Introduction
Inspired by Yann Collet’s post I decided to play with fuzz testing.
The idea is tempting, I do nothing and the computer tests code for me. Why not? I took a look at what people use (nearly all use afl). I took a look at how people use it. And saw that the big guys use clusters with thousands of cores fuzzing single project for years.
Oops. I could dedicate 2 old cores at the task. Maybe for a couple of months, but still my effort is puny. Could I find any bugs with what I have at all?
I decided to try anyway. After all, single developers (like Yann) don’t have clusters at disposal and still find fuzzing useful.
OK, I’m in. What should I fuzz?
Some widely used library like zlib is out, too well fuzzed already to be worthwhile for me.
A research codec like crush? I like it. I’m relatively likely to find bugs in it. But who cares? It has no pretensions to be useful in production and nobody uses it for anything but fun.
I decided to concentrate on something in between. Codecs that are
- considered to be production quality
- overall working good
- not version 1 committed last week
Initially, I picked bsc. Later on I extended the test to cover also:
Did I manage to find any bugs?
Yes, I did. In each of them in fact… In all but 2, within seconds from the first run of a proper build.
What did I find?
- bsc – A lot of bugs in decompression. One in compression too.

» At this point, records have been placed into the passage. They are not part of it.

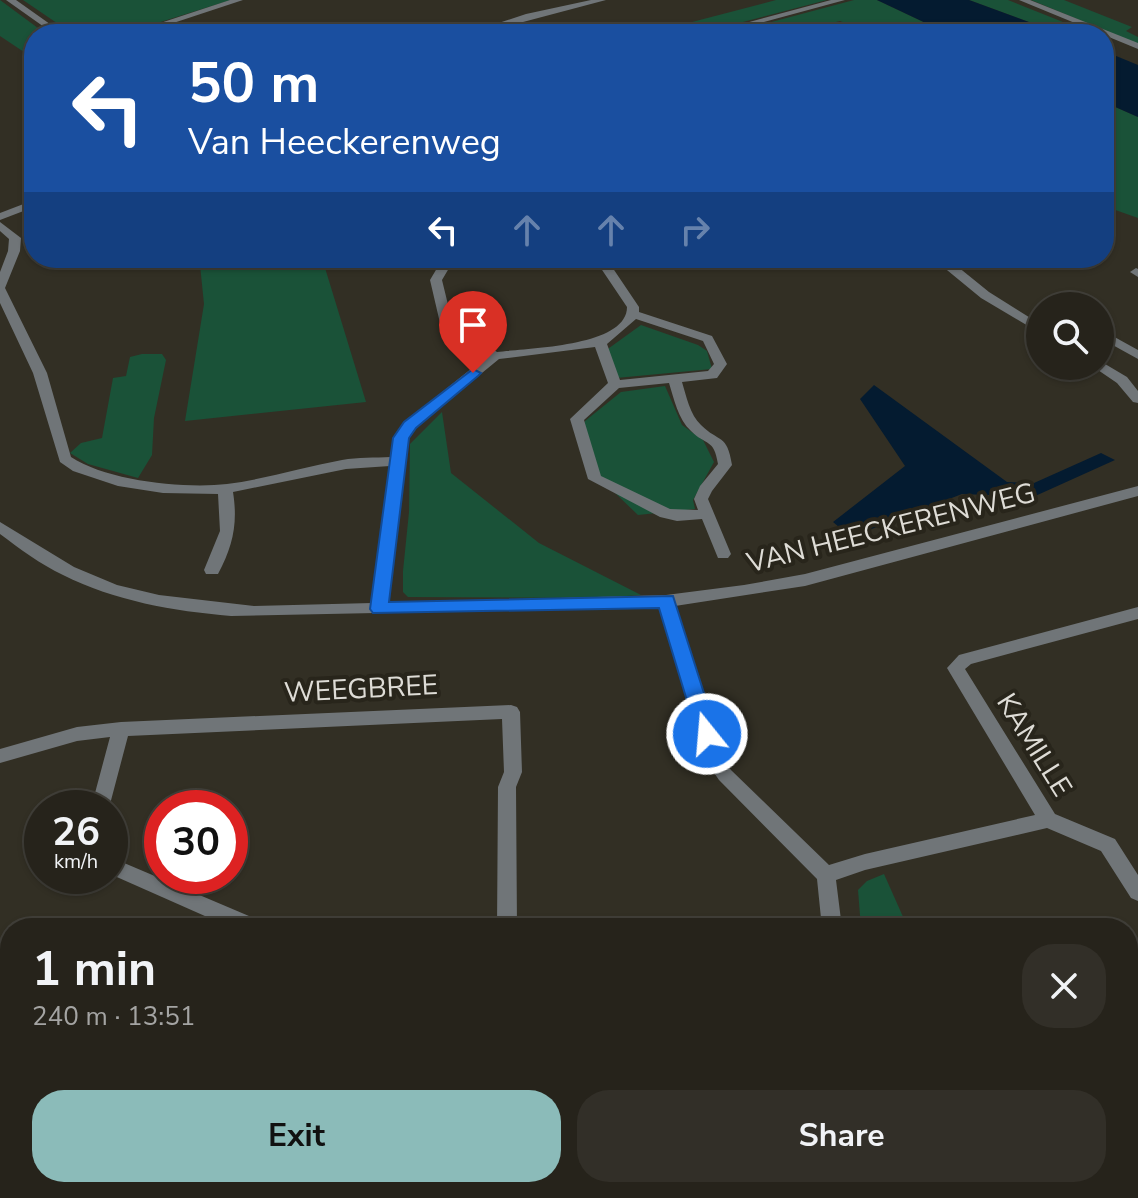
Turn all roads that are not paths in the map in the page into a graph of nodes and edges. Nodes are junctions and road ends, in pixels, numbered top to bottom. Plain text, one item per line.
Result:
1 (10, 0) edge
2 (239, 0) edge
3 (602, 0) edge
4 (841, 0) edge
5 (1023, 0) edge
6 (45, 24) edge
7 (163, 24) edge
8 (503, 24) edge
9 (748, 24) edge
10 (1083, 24) edge
11 (1114, 36) edge
12 (1138, 46) edge
13 (24, 207) edge
14 (0, 217) edge
15 (0, 225) edge
16 (443, 268) edge
17 (607, 268) edge
18 (952, 268) edge
19 (0, 288) edge
20 (633, 314) junction
21 (1026, 320) edge
22 (0, 326) edge
23 (16, 326) junction
24 (1114, 341) edge
25 (600, 343) junction
26 (1138, 355) edge
27 (495, 356) junction
28 (1114, 363) edge
29 (1114, 375) edge
30 (674, 379) junction
31 (615, 384) junction
32 (1138, 399) edge
33 (399, 461) junction
34 (225, 489) junction
35 (1138, 491) edge
36 (706, 514) junction
37 (0, 527) edge
38 (723, 554) dead end
39 (212, 570) dead end
40 (666, 601) junction
41 (379, 609) junction
42 (1138, 613) edge
43 (121, 729) junction
44 (0, 756) edge
45 (105, 790) edge
46 (1048, 820) junction
47 (128, 873) edge
48 (826, 875) junction
49 (1138, 892) edge
50 (231, 918) edge
51 (507, 918) edge
52 (831, 918) edge

1 - 6 street
2 - 7 street
3 - 8 street
4 - 9 street
5 - 10 street
11 - 12 street
13 - 14 street
15 - 19 street
16 - 27 street
17 - 20 street
18 - 21 street
19 - 23 street
20 - 25 street
20 - 30 street
22 - 23 street
23 - 34 street
24 - 26 street
25 - 27 street
25 - 31 street
26 - 28 street
27 - 33 street
29 - 32 street
30 - 31 street
30 - 36 street
31 - 36 street
33 - 34 street
33 - 41 street
34 - 39 street
35 - 40 street, VAN HEECKERENWEG
36 - 38 street
37 - 41 street, VAN HEECKERENWEG
40 - 41 street, VAN HEECKERENWEG
40 - 48 street
42 - 46 street, KAMILLE
43 - 44 street, WEEGBREE
43 - 45 street
43 - 51 street, WEEGBREE
46 - 48 street, KAMILLE
46 - 49 street
47 - 50 street
48 - 52 street

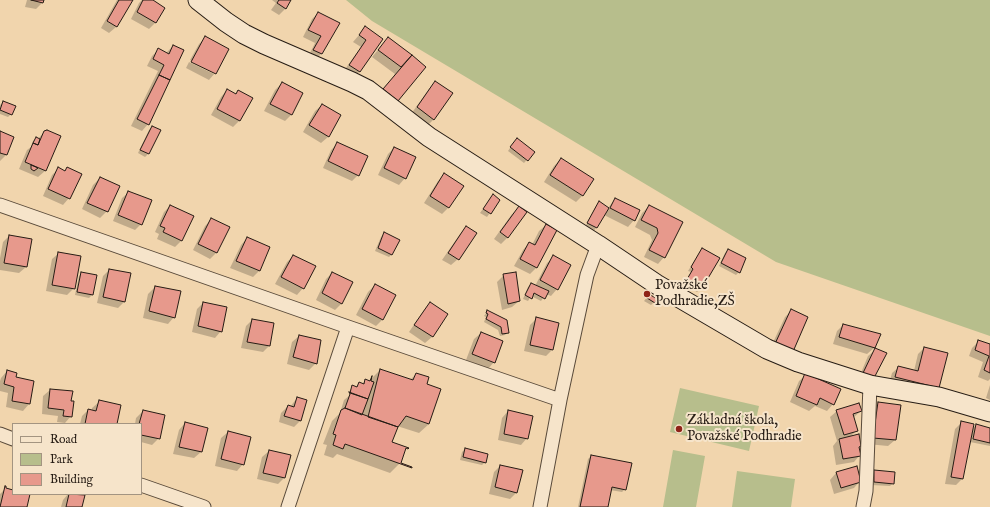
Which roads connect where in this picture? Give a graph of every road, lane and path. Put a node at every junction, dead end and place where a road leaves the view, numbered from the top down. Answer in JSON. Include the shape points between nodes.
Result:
{"nodes":[{"id":1,"x":198,"y":0,"type":"edge"},
{"id":2,"x":0,"y":205,"type":"edge"},
{"id":3,"x":598,"y":245,"type":"junction"},
{"id":4,"x":348,"y":327,"type":"junction"},
{"id":5,"x":870,"y":386,"type":"junction"},
{"id":6,"x":560,"y":400,"type":"junction"},
{"id":7,"x":990,"y":412,"type":"edge"},
{"id":8,"x":0,"y":434,"type":"edge"},
{"id":9,"x":12,"y":439,"type":"edge"},
{"id":10,"x":142,"y":485,"type":"edge"},
{"id":11,"x":204,"y":507,"type":"edge"},
{"id":12,"x":288,"y":507,"type":"edge"},
{"id":13,"x":540,"y":507,"type":"edge"},
{"id":14,"x":863,"y":507,"type":"edge"}],
"edges":[{"from":1,"to":3,"type":"street","via":[[244,34],[368,90],[429,137]]},
{"from":2,"to":4,"type":"street"},
{"from":3,"to":5,"type":"street","via":[[656,284],[767,349]]},
{"from":3,"to":6,"type":"street","via":[[587,275]]},
{"from":4,"to":6,"type":"street"},
{"from":4,"to":12,"type":"street"},
{"from":5,"to":7,"type":"street","via":[[939,397]]},
{"from":5,"to":14,"type":"street","via":[[866,491]]},
{"from":6,"to":13,"type":"street"},
{"from":8,"to":9,"type":"street"},
{"from":10,"to":11,"type":"street"}]}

- density – After compiling with bug-detecting flags wouldn’t work, there was a division by zero in speed calculation when the file was small and compression time was 0. I fixed it and fuzzed out a lot of bugs.
- heatshrink – just a pair of broken assertions (one in compressor, one in decompressor). And the author has fixed them before I reported them.
- lzham – After compiling with bug-detecting flags wouldn’t work at all
- zpaq – After compiling with bug-detecting flags wouldn’t compress. Fuzzing decompression yielded several bugs.
- zstd – Quite resilent. After several hours of fuzzing I found a lone bug in decompression. I fuzzed it for another week, found nothing.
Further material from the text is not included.